In KEYNOTE-045, patients were randomized to receive either KEYTRUDA 200 mg every three weeks (n=270) or investigator’s choice of any of the following chemotherapy regimens, all given intravenously, every three weeks (n=272): paclitaxel 175 mg/m2, docetaxel 75 mg/m2, or vinflunine 320 mg/m2. The dual primary endpoints were OS and PFS, as assessed by blinded independent central review (BICR) per RECIST (Response Evaluation Criteria in Solid Tumors) v1.1; key secondary endpoints included ORR, as assessed by BICR per RECIST 1.1, duration of response and safety. Efficacy was assessed in all patients, as well as in patients with PD-L1 expression.

About KEYTRUDA® (pembrolizumab) Injection 100mg

KEYTRUDA is an anti-PD-1 therapy that works by increasing the ability of the body’s immune system to help detect and fight tumor cells. KEYTRUDA is a humanized monoclonal antibody that blocks the interaction between PD-1 and its ligands, PD-L1 and PD-L2, thereby activating T lymphocytes which may affect both tumor cells and healthy cells.

Studies of KEYTRUDA – from the largest immuno-oncology program in the industry with more than 550 trials – include a wide variety of cancers and treatment settings. The KEYTRUDA clinical program seeks to understand factors that predict a patient’s likelihood of benefitting from treatment with KEYTRUDA, including the exploration of several different biomarkers across a broad range of tumors.

KEYTRUDA (pembrolizumab) Indications and Dosing

Melanoma

KEYTRUDA is indicated for the treatment of patients with unresectable or metastatic melanoma at a fixed dose of 200 mg every three weeks until disease progression or unacceptable toxicity.

Lung Cancer

KEYTRUDA, as a single agent, is indicated for the first-line treatment of patients with metastatic non-small cell lung cancer (NSCLC) whose tumors have high PD-L1 expression [tumor proportion score (TPS) ≥50%] as determined by an FDA-approved test, with no EGFR or ALK genomic tumor aberrations.

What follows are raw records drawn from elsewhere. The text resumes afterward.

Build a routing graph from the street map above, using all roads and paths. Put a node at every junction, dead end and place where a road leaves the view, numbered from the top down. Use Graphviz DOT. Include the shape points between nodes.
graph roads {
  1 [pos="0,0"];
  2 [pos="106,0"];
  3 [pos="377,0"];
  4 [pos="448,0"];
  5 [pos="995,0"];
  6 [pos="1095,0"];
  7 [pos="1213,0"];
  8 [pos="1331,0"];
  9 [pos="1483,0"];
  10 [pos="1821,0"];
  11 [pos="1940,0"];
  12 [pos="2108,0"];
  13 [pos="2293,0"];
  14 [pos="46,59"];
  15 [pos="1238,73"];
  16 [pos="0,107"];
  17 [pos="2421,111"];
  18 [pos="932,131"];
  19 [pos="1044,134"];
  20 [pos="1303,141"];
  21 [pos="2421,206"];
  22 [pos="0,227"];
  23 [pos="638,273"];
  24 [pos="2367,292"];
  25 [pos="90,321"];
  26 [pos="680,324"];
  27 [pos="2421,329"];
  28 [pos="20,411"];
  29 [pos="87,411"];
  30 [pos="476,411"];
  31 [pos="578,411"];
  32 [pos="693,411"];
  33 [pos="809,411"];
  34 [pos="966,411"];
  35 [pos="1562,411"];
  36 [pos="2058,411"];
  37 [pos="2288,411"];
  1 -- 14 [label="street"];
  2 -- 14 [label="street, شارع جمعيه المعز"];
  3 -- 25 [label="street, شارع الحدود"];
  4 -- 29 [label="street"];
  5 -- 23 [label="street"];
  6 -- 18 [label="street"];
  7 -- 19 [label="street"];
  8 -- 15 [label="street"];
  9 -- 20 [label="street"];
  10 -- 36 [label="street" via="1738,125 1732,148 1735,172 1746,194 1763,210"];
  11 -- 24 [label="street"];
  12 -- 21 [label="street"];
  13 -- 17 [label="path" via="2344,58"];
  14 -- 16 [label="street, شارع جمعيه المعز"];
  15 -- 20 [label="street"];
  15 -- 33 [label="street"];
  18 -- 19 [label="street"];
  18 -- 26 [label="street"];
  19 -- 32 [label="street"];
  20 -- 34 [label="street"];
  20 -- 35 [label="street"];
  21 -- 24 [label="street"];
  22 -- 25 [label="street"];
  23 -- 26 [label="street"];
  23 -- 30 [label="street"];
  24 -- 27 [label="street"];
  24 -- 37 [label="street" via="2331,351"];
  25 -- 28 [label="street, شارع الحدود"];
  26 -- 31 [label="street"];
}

KEYTRUDA, as a single agent, is also indicated for the treatment of patients with metastatic NSCLC whose tumors express PD-L1 (TPS ≥1%) as determined by an FDA-approved test, with disease progression on or after platinum-containing chemotherapy. Patients with EGFR or ALK genomic tumor aberrations should have disease progression on FDA-approved therapy for these aberrations prior to receiving KEYTRUDA.

KEYTRUDA, in combination with pemetrexed and carboplatin, is indicated for the first-line treatment of patients with metastatic nonsquamous NSCLC. This indication is approved under accelerated approval based on tumor response rate and progression-free survival. Continued approval for this indication may be contingent upon verification and description of clinical benefit in the confirmatory trials.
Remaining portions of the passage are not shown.